Selbst eingefleischte Atheisten müssen sich ihrem Anbetungsinstinkt fügen, auch wenn sie ihn verleugnen. Er äußert sich in ihren Handlungen, auch wenn es nicht um die Anbetung eines Gottes geht. Inzwischen gibt es sogenannte Atheistenkirchen, wo sich Menschen nur deshalb regelmäßig treffen, weil sie an etwas glauben, das sie mit anderen verbindet, nämlich dass Gott nicht existiere. Was treibt denn Menschen dazu, die nicht an Gott glauben, sich nach dem Vorbild der Kirche regelmäßig an einem „heiligen“ Ort zu treffen, wenn nicht der Anbetungsinstinkt? Für Atheisten ist die Idee, dass kein Gott existiere, anbetungswürdig.

Zivilreligion ist ein weiterer Begriff, der zeigt, dass sich der Mensch, ob er will oder nicht, dem Anbetungsinstinkt in irgendeiner Form fügen muss. Das Konzept geht auf Jean-Jaques Rousseau zurück. Dahinter steckt die Auffassung, dass es ohne Religion nicht geht, man aber eine kirchliche Religion ablehnt. Die Zivilreligion soll den Bürger hauptsächlich gefügig machen, die Gesetze der Vernunft zu akzeptieren. Dem Staat ist es hierbei völlig egal, ob die Religion wahr ist. Sie dient nur als Instrument. Die Zivilreligion soll den Menschen dauerhaft an den Staat und seine Gesetze binden. Der Anbetungsinstinkt wird sozusagen auf den Staat gerichtet. Der US-amerikanische Soziologe Robert N. Bellah griff das Konzept der Zivilreligion wieder auf und veröffentlichte 1967 den Aufsatz „Zivilreligion in Amerika“. Bellah zufolge sei trotz der Trennung von Religion und Staat ein religiöser identitätsstiftender Anteil notwendig, damit eine demokratische Gesellschaft funktioniere. Dieser religiöse Anteil gebe dem US-amerikanischen Volk das Selbstverständnis, dass es göttlichen Ursprungs sei und die USA den göttlichen Schutz genießen würden. Das Konzept der Zivilreligion ist ebenfalls Ausdruck des Anbetungsinstinkts.

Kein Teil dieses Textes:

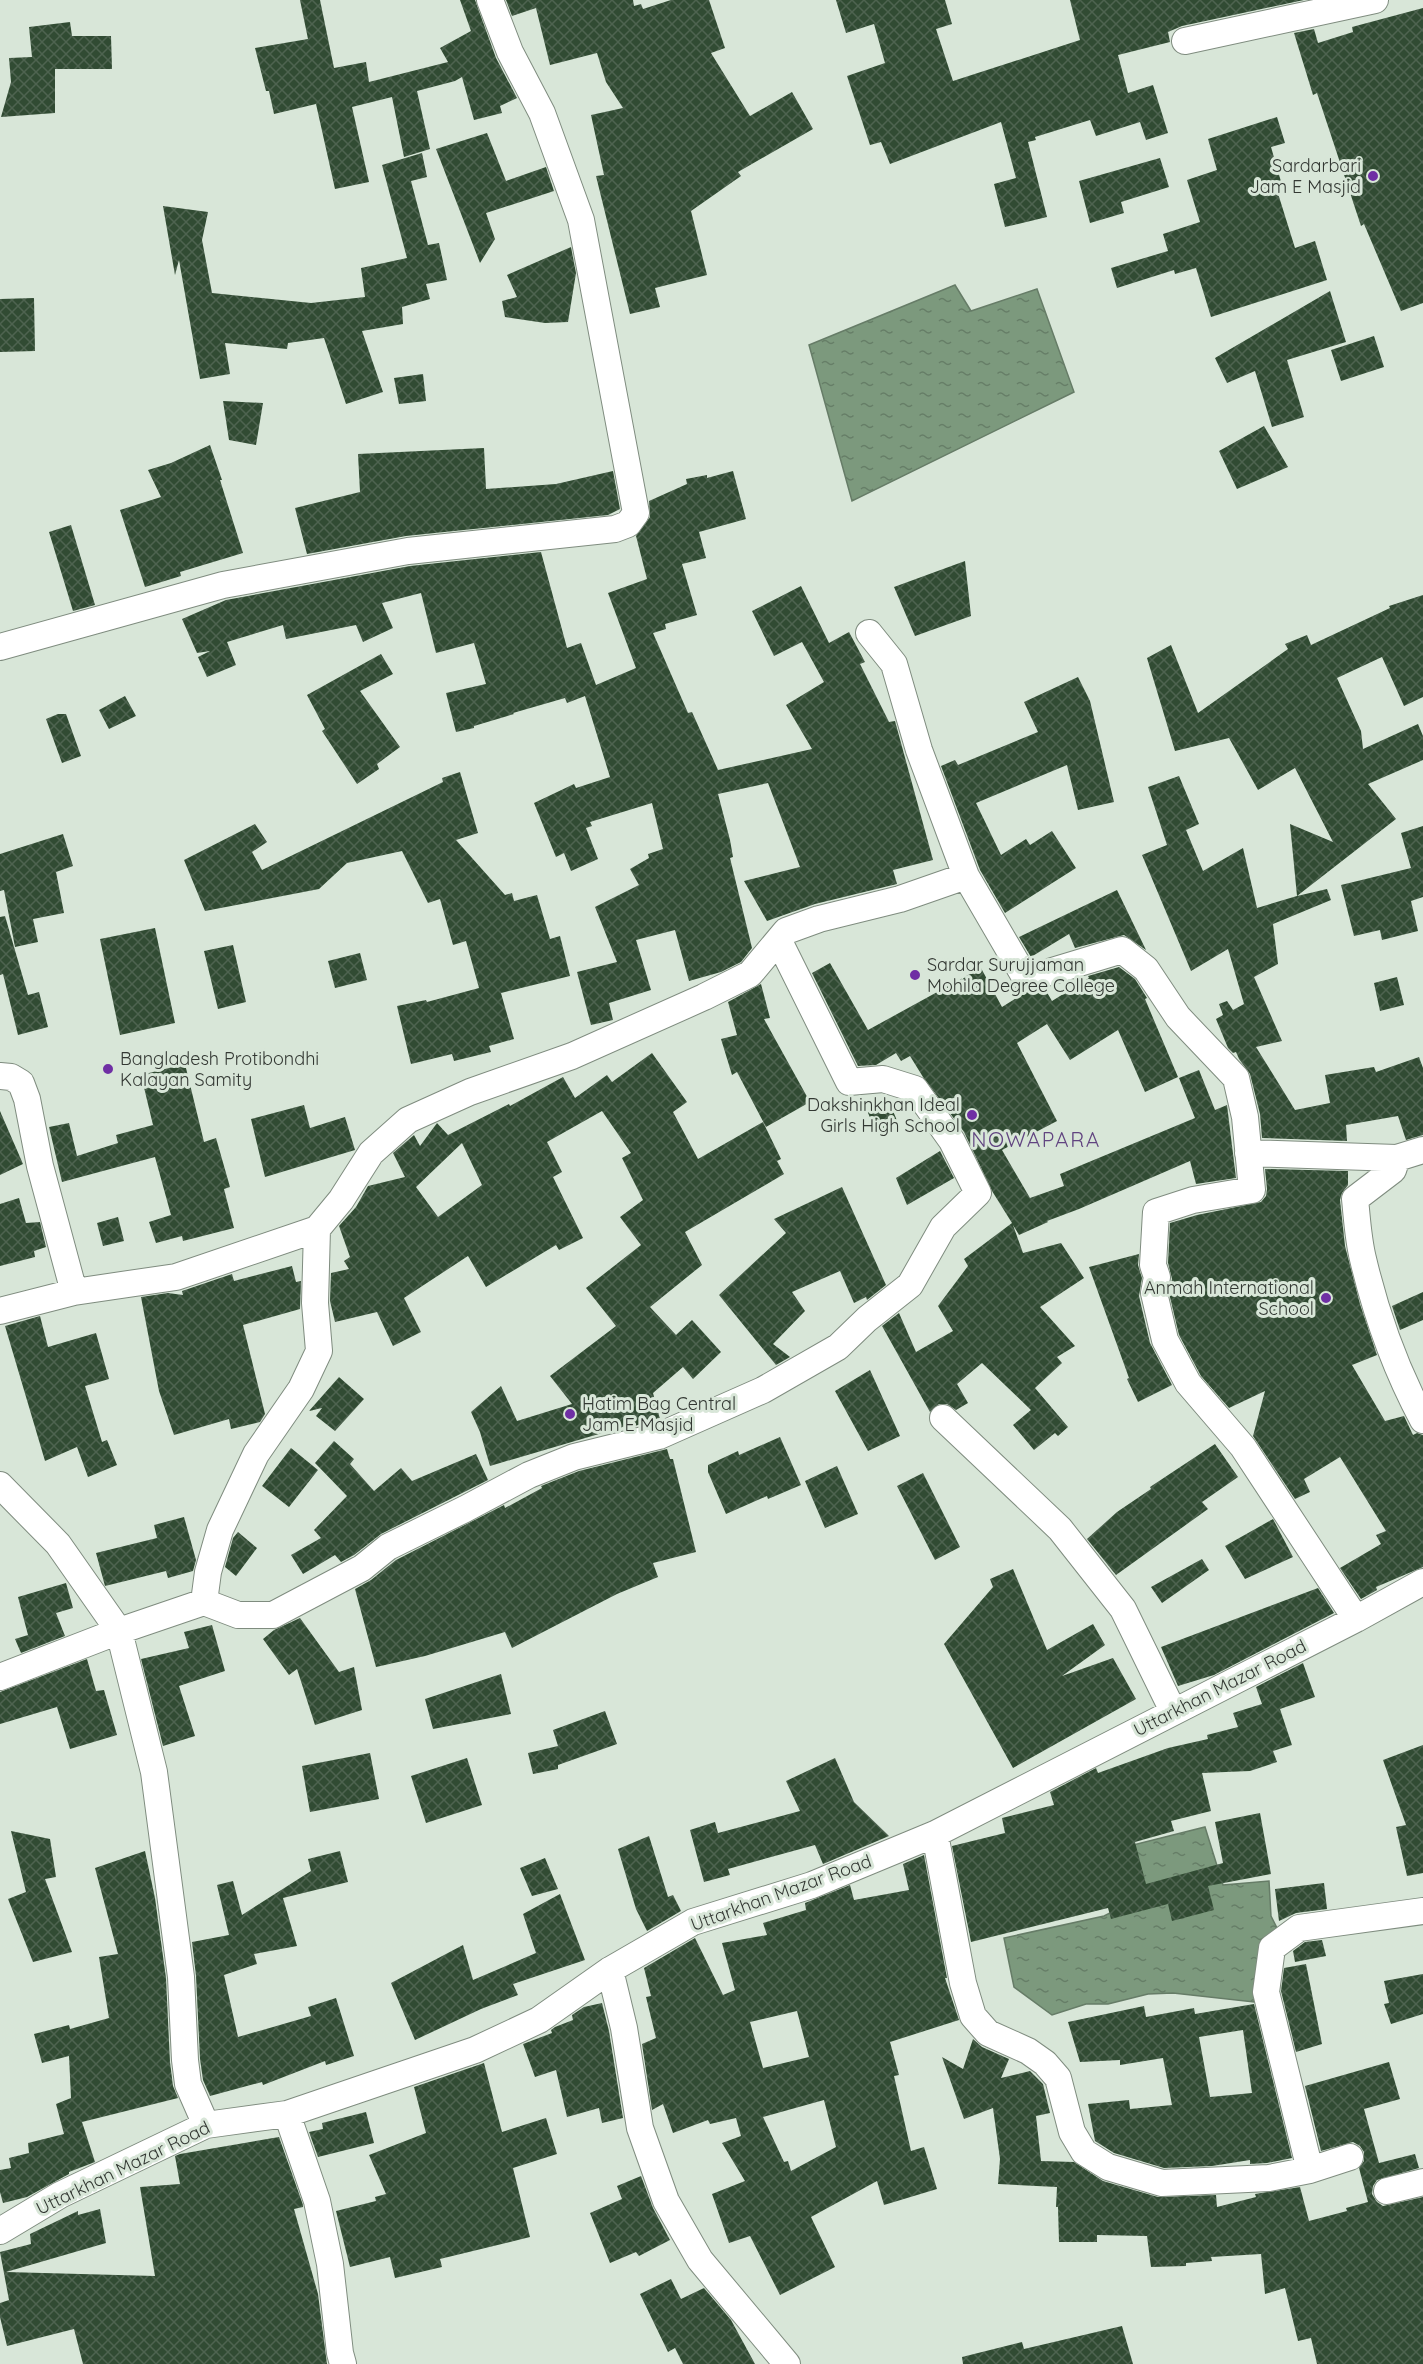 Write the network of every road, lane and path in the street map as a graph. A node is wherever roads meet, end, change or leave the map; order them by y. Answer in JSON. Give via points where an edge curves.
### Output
{"nodes":[{"id":1,"x":490,"y":0,"type":"edge"},
{"id":2,"x":1375,"y":0,"type":"edge"},
{"id":3,"x":1185,"y":41,"type":"dead end"},
{"id":4,"x":868,"y":633,"type":"dead end"},
{"id":5,"x":0,"y":647,"type":"edge"},
{"id":6,"x":966,"y":876,"type":"junction"},
{"id":7,"x":779,"y":941,"type":"junction"},
{"id":8,"x":0,"y":1076,"type":"edge"},
{"id":9,"x":1423,"y":1150,"type":"edge"},
{"id":10,"x":1248,"y":1153,"type":"junction"},
{"id":11,"x":1397,"y":1158,"type":"junction"},
{"id":12,"x":318,"y":1229,"type":"junction"},
{"id":13,"x":74,"y":1292,"type":"junction"},
{"id":14,"x":0,"y":1311,"type":"edge"},
{"id":15,"x":943,"y":1418,"type":"dead end"},
{"id":16,"x":1423,"y":1420,"type":"edge"},
{"id":17,"x":0,"y":1485,"type":"edge"},
{"id":18,"x":1423,"y":1582,"type":"edge"},
{"id":19,"x":204,"y":1602,"type":"junction"},
{"id":20,"x":1356,"y":1619,"type":"junction"},
{"id":21,"x":119,"y":1631,"type":"junction"},
{"id":22,"x":0,"y":1677,"type":"edge"},
{"id":23,"x":1173,"y":1711,"type":"junction"},
{"id":24,"x":935,"y":1834,"type":"junction"},
{"id":25,"x":1423,"y":1911,"type":"edge"},
{"id":26,"x":610,"y":1971,"type":"junction"},
{"id":27,"x":287,"y":2114,"type":"junction"},
{"id":28,"x":206,"y":2125,"type":"junction"},
{"id":29,"x":1350,"y":2157,"type":"dead end"},
{"id":30,"x":1310,"y":2170,"type":"junction"},
{"id":31,"x":1423,"y":2182,"type":"edge"},
{"id":32,"x":1387,"y":2191,"type":"dead end"},
{"id":33,"x":0,"y":2231,"type":"edge"},
{"id":34,"x":343,"y":2364,"type":"edge"},
{"id":35,"x":787,"y":2364,"type":"edge"}],
"edges":[{"from":1,"to":5,"type":"street","via":[[510,52],[542,113],[580,220],[636,513],[628,524],[615,529],[408,551],[223,585]]},
{"from":2,"to":3,"type":"street"},
{"from":4,"to":6,"type":"street","via":[[894,664],[919,750]]},
{"from":6,"to":7,"type":"street","via":[[900,899],[819,919],[786,931]]},
{"from":6,"to":10,"type":"street","via":[[1026,980],[1122,950],[1146,969],[1178,1017],[1236,1078]]},
{"from":7,"to":12,"type":"street","via":[[750,974],[704,997],[572,1056],[470,1092],[408,1120],[371,1153]]},
{"from":7,"to":19,"type":"street","via":[[849,1082],[883,1079],[915,1089],[952,1142],[978,1193],[943,1227],[910,1285],[838,1347],[763,1390],[659,1436],[574,1457],[529,1475],[388,1547],[362,1568],[273,1615],[238,1615]]},
{"from":8,"to":13,"type":"street","via":[[21,1083],[27,1099],[40,1166]]},
{"from":9,"to":11,"type":"street"},
{"from":10,"to":11,"type":"street"},
{"from":10,"to":20,"type":"street","via":[[1252,1190],[1192,1200],[1156,1212],[1153,1265],[1157,1308],[1165,1340],[1188,1383],[1243,1447]]},
{"from":11,"to":16,"type":"street","via":[[1393,1170],[1355,1199],[1362,1257],[1382,1323],[1407,1390]]},
{"from":12,"to":13,"type":"street","via":[[176,1277]]},
{"from":12,"to":19,"type":"street","via":[[315,1303],[319,1351],[301,1389],[256,1454],[225,1521],[208,1572]]},
{"from":13,"to":14,"type":"street"},
{"from":15,"to":23,"type":"street","via":[[1060,1529],[1116,1600]]},
{"from":17,"to":21,"type":"street","via":[[58,1544]]},
{"from":18,"to":20,"type":"street","name":"Uttarkhan Mazar Road"},
{"from":19,"to":21,"type":"street"},
{"from":20,"to":23,"type":"street","name":"Uttarkhan Mazar Road"},
{"from":21,"to":22,"type":"street"},
{"from":21,"to":28,"type":"street","via":[[154,1772],[181,1977],[188,2084]]},
{"from":23,"to":24,"type":"street","name":"Uttarkhan Mazar Road"},
{"from":24,"to":26,"type":"street","name":"Uttarkhan Mazar Road","via":[[812,1885],[693,1922]]},
{"from":24,"to":30,"type":"street","via":[[963,1983],[973,2016],[988,2033],[1028,2051],[1058,2078],[1072,2132],[1084,2152],[1108,2167],[1162,2183],[1269,2178]]},
{"from":25,"to":30,"type":"street","via":[[1299,1928],[1272,1948],[1266,1992]]},
{"from":26,"to":27,"type":"street","name":"Uttarkhan Mazar Road","via":[[539,2020],[475,2050]]},
{"from":26,"to":35,"type":"street","via":[[624,2028],[640,2128],[666,2202],[700,2260]]},
{"from":27,"to":28,"type":"street","name":"Uttarkhan Mazar Road"},
{"from":27,"to":34,"type":"street","via":[[316,2201],[330,2264]]},
{"from":28,"to":33,"type":"street","name":"Uttarkhan Mazar Road","via":[[60,2195]]},
{"from":29,"to":30,"type":"street"},
{"from":31,"to":32,"type":"street"}]}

Es gibt keine Möglichkeit, den Anbetungsinstinkt zu umgehen, zu ignorieren oder auszuschalten. Er sucht sich immer einen Weg. Man darf sich jedoch nicht auf ihn allein verlassen. Denn der Instinkt möchte nur befriedigt werden und unterscheidet nicht zwischen richtig und falsch. Deshalb muss der Verstand die Glaubensüberzeugung auf ihre Richtigkeit hin prüfen. Dies hat man in Europa nicht getan, sondern die auf Europa beschränkte Unterdrückung durch die christliche Religion verallgemeinert und auf alle Religionen übertragen, ohne zu berücksichtigen, dass andere diese Erfahrung der Unterdrückung durch die Religion nicht gemacht haben. Dennoch sollen beispielsweise die Muslime auf der Grundlage der historischen Erfahrung Europas die Idee der Trennung von Staat und Religion übernehmen und ihre islamische Identität auf das Private beschränken. Die Lösung darf jedoch nicht darin bestehen, dass man den Anbetungsinstinkt im öffentlichen Leben auf stumm schaltet, sondern wie man ihn richtig befriedigt.